Unusual Cases of Pure Malignant Germ Cell Tumors of the Ovary: A Case Series on 10 Years Experience at a Tertiary Care Center.

BACKGROUND

Malignant ovarian germ cell tumors (MOGCTs) are rare female cancers, constituting up to 10% of ovarian cancers. Dysgerminoma is the most common histological variant. Surgical removal of the tumor with optimal debulking is the treatment of choice. Multidrug chemotherapy following surgery offers high remission rates. Considering the prevalence of these tumors in adolescent and young females, fertility-sparing treatment is of paramount importance.

METHODS

The data of all patients with ovarian malignancy admitted at a tertiary-care-teaching hospital from September 2009-March 2019 were analyzed. Ten patients of MOGCTs were treated in this period.
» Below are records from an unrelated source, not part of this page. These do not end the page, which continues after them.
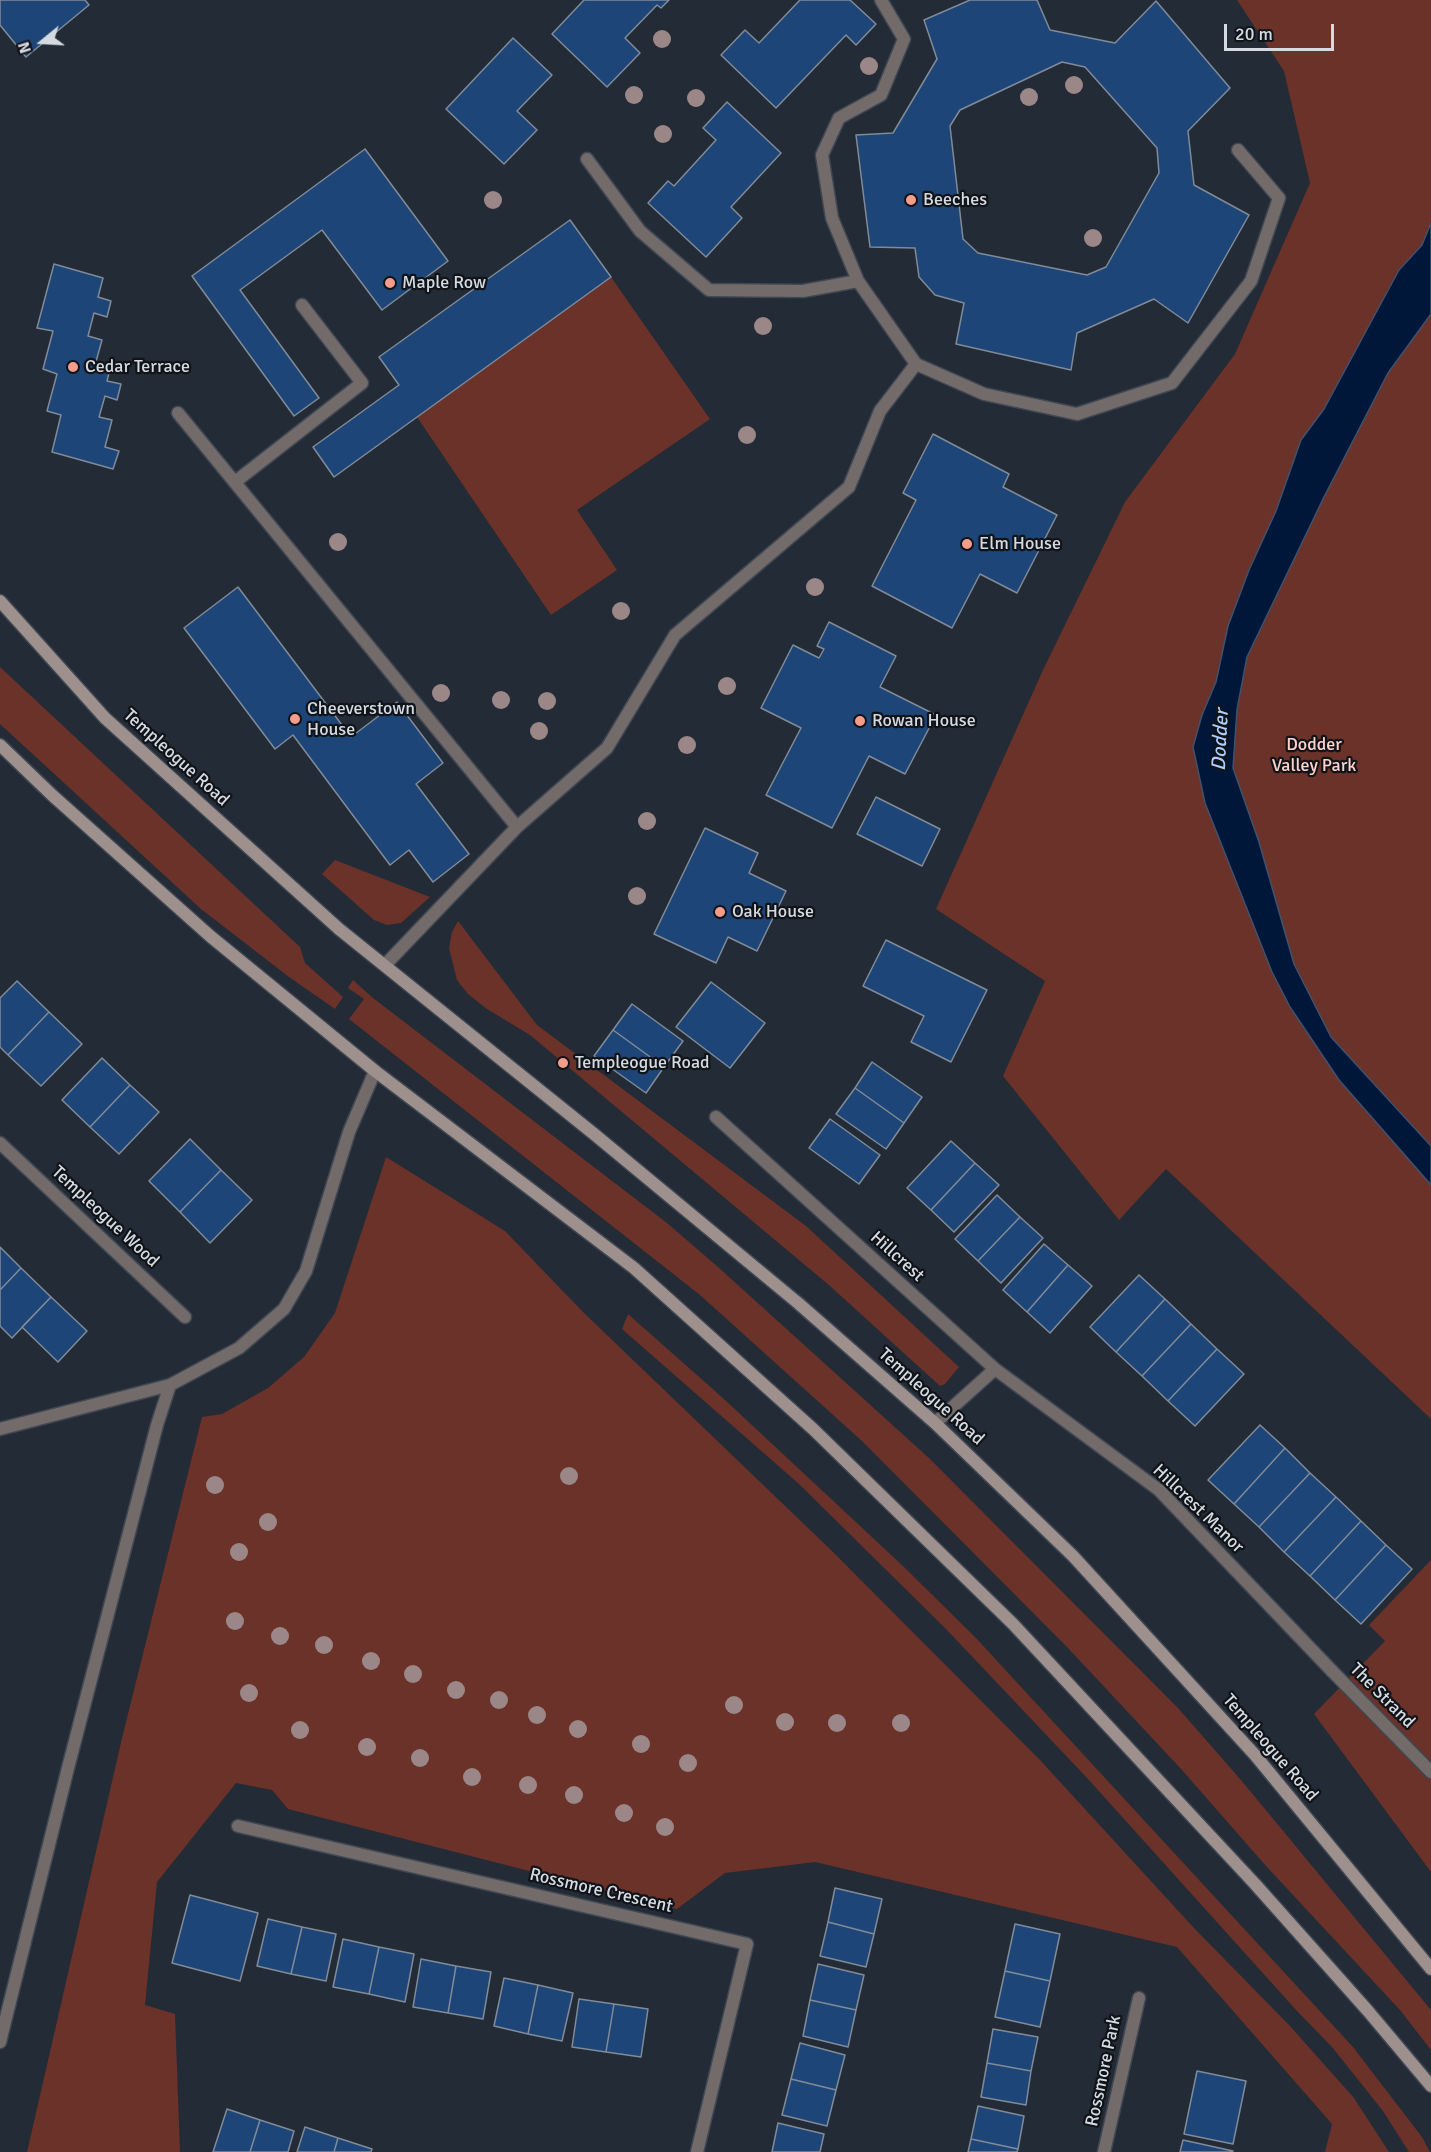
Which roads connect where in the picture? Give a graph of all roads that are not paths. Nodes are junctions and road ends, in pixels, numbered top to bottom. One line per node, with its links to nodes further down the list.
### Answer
1 (881, 0): 4 (street)
2 (1238, 150): 6 (street)
3 (587, 159): 4 (street)
4 (858, 281): 6 (street)
5 (302, 305): 8 (street)
6 (916, 364): 11 (street)
7 (178, 413): 8 (street)
8 (236, 483): 11 (street)
9 (0, 601): 12 (main road, Templeogue Road)
10 (0, 745): 13 (main road)
11 (517, 826): 12 (street)
12 (385, 965): 19 (main road, Templeogue Road)
13 (375, 1071): 18 (street); 27 (main road)
14 (716, 1117): 17 (street, Hillcrest)
15 (0, 1143): 16 (street, Templeogue Wood)
16 (185, 1317)
17 (995, 1369): 19 (street); 21 (street, Hillcrest Manor)
18 (170, 1385): 20 (street); 26 (street)
19 (935, 1423): 24 (main road, Templeogue Road)
20 (0, 1429)
21 (1332, 1671): 22 (street, The Strand)
22 (1431, 1772)
23 (238, 1826): 28 (street, Rossmore Crescent)
24 (1431, 1969)
25 (1139, 1998): 29 (street, Rossmore Park)
26 (0, 2042)
27 (1431, 2086)
28 (697, 2152)
29 (1104, 2152)

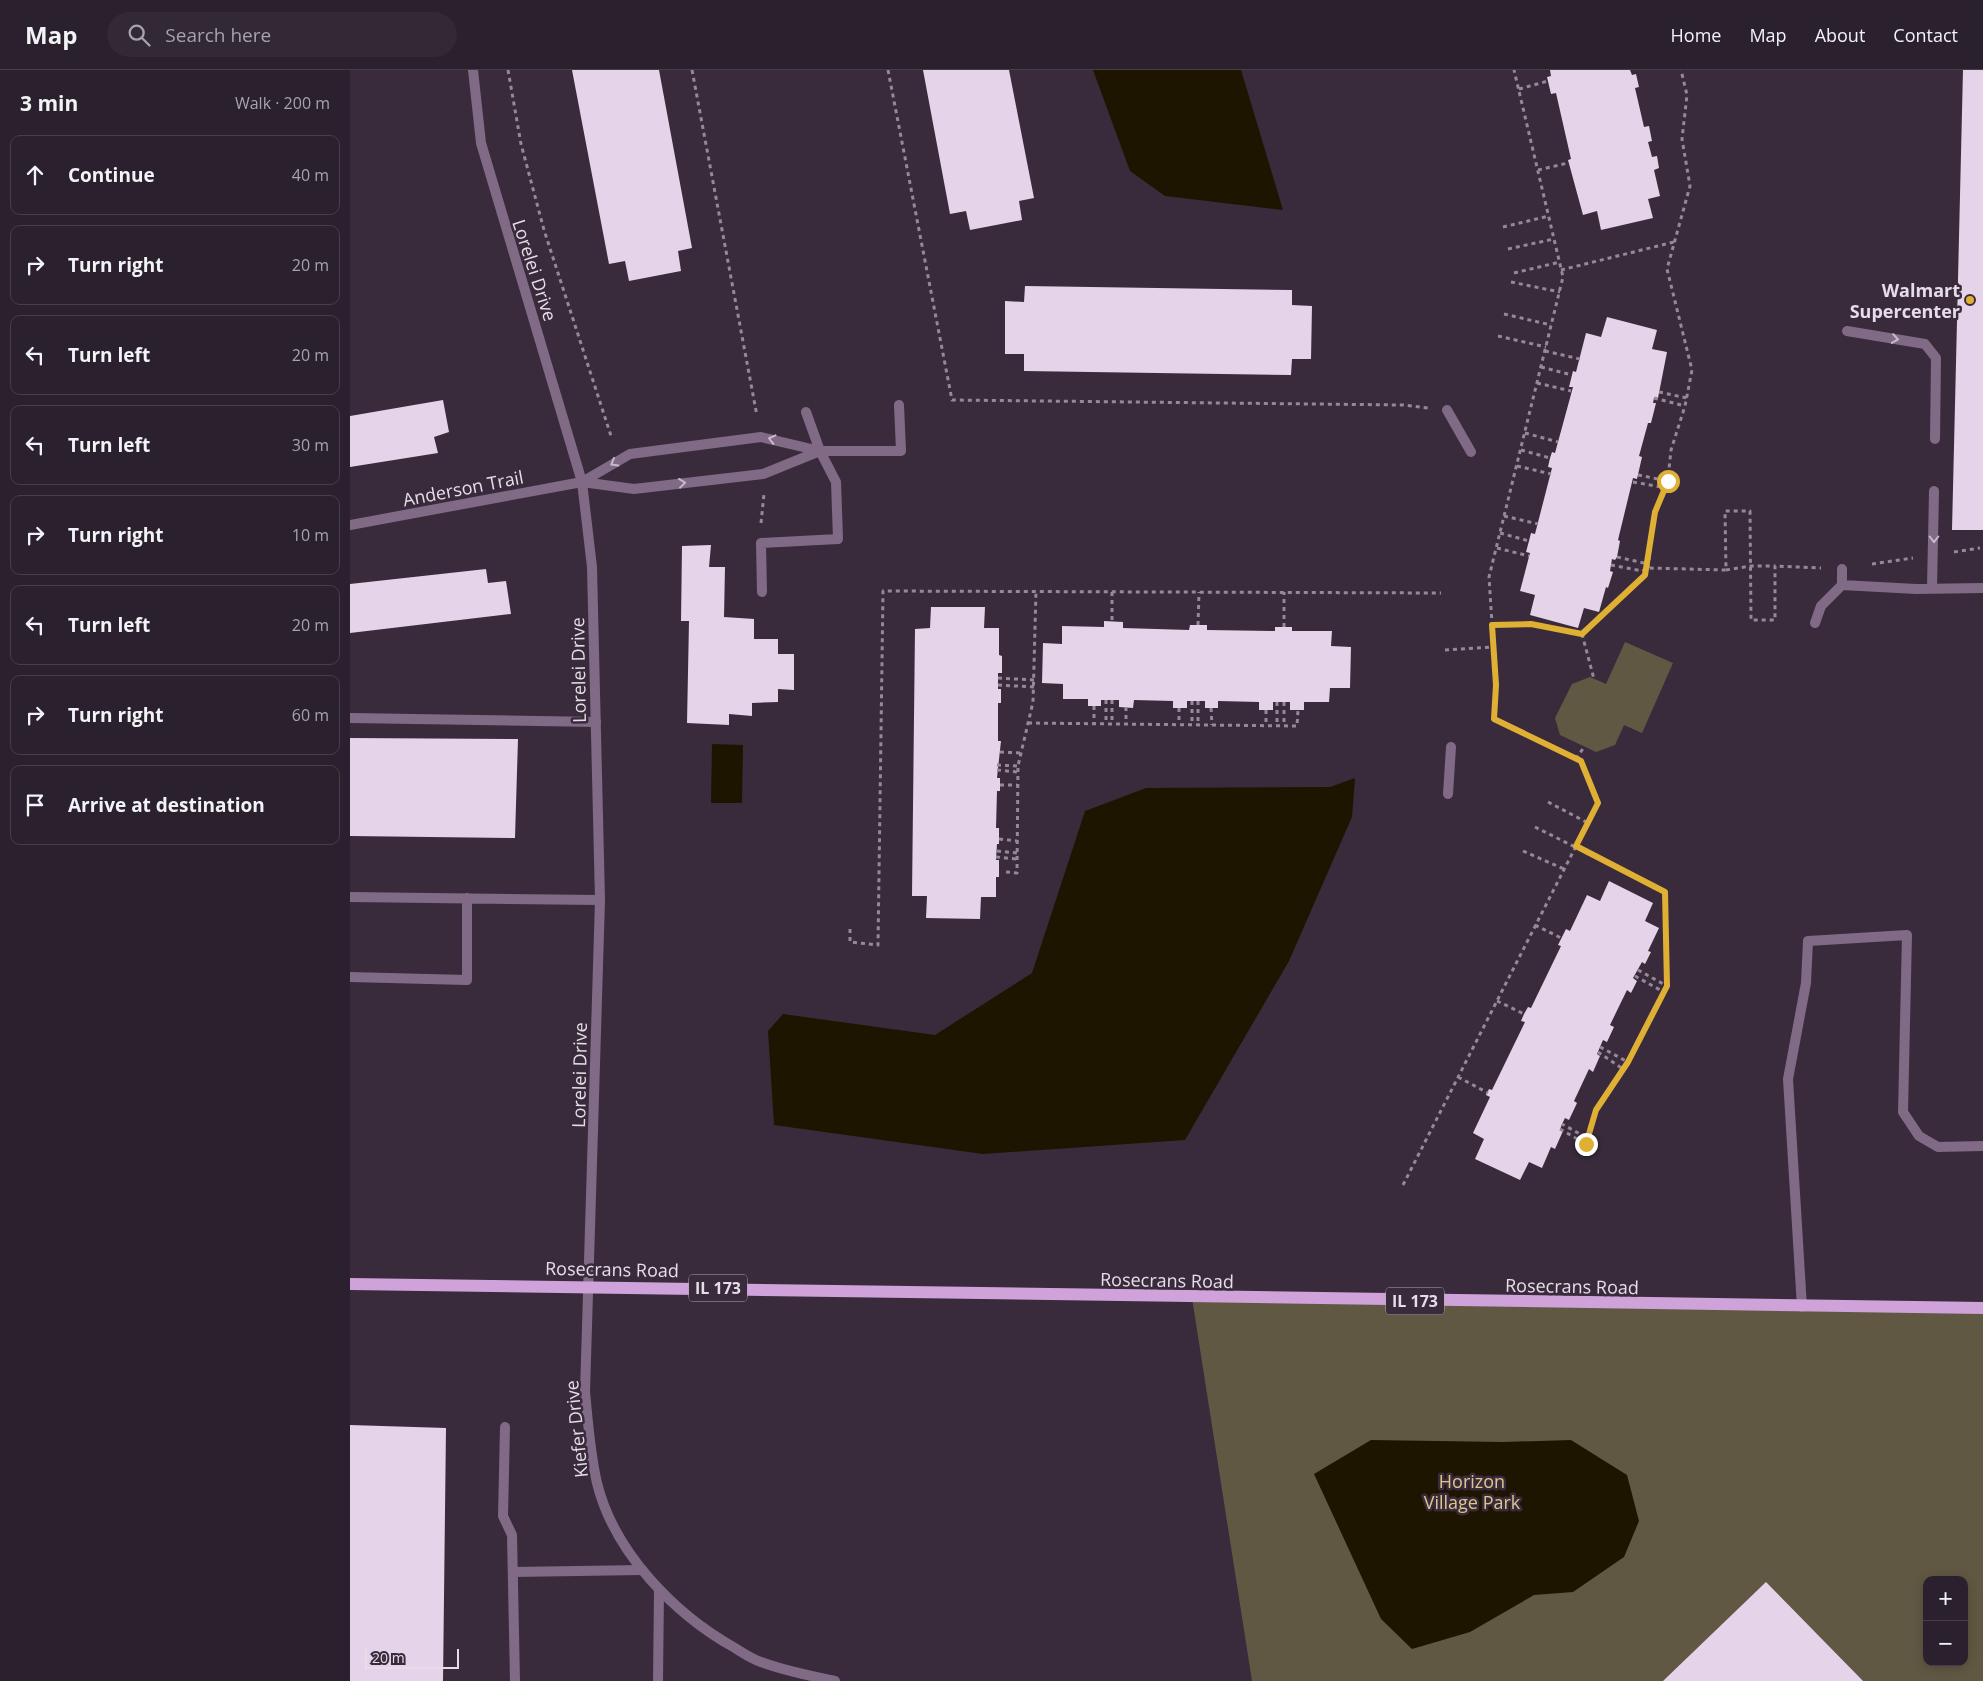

The clinical features, radiological and biochemical findings, and management and treatment outcome were evaluated.

RESULTS

The median age of patients was 23 years. Histological subtypes included immature teratoma (n=3), endodermal sinus tumor (n=4), and dysgerminoma (n=3). Tumor markers namely AFP, βHCG, and LDH increased in all except the patients with immature teratoma. Two patients with dysgerminoma were in the second trimester of pregnancy. All patients except one underwent surgery followed by BEP chemotherapy. Two patients had developed metastasis within six months of treatment and died. In seven patients, no evidence of disease was reported till date.

CONCLUSION

Management of antenatal patients with dysgerminoma by surgery followed by BEP chemotherapy has favorable prognosis. Fertility-sparing surgery with adjuvant chemotherapy offers great advantage in young girls. However, risk stratification based on prognostic factors should be implemented in order to individualize the treatment for achieving higher survival rates. The option for oocyte-cryopreservation prior to surgery must be discussed with patients desiring future fertlity.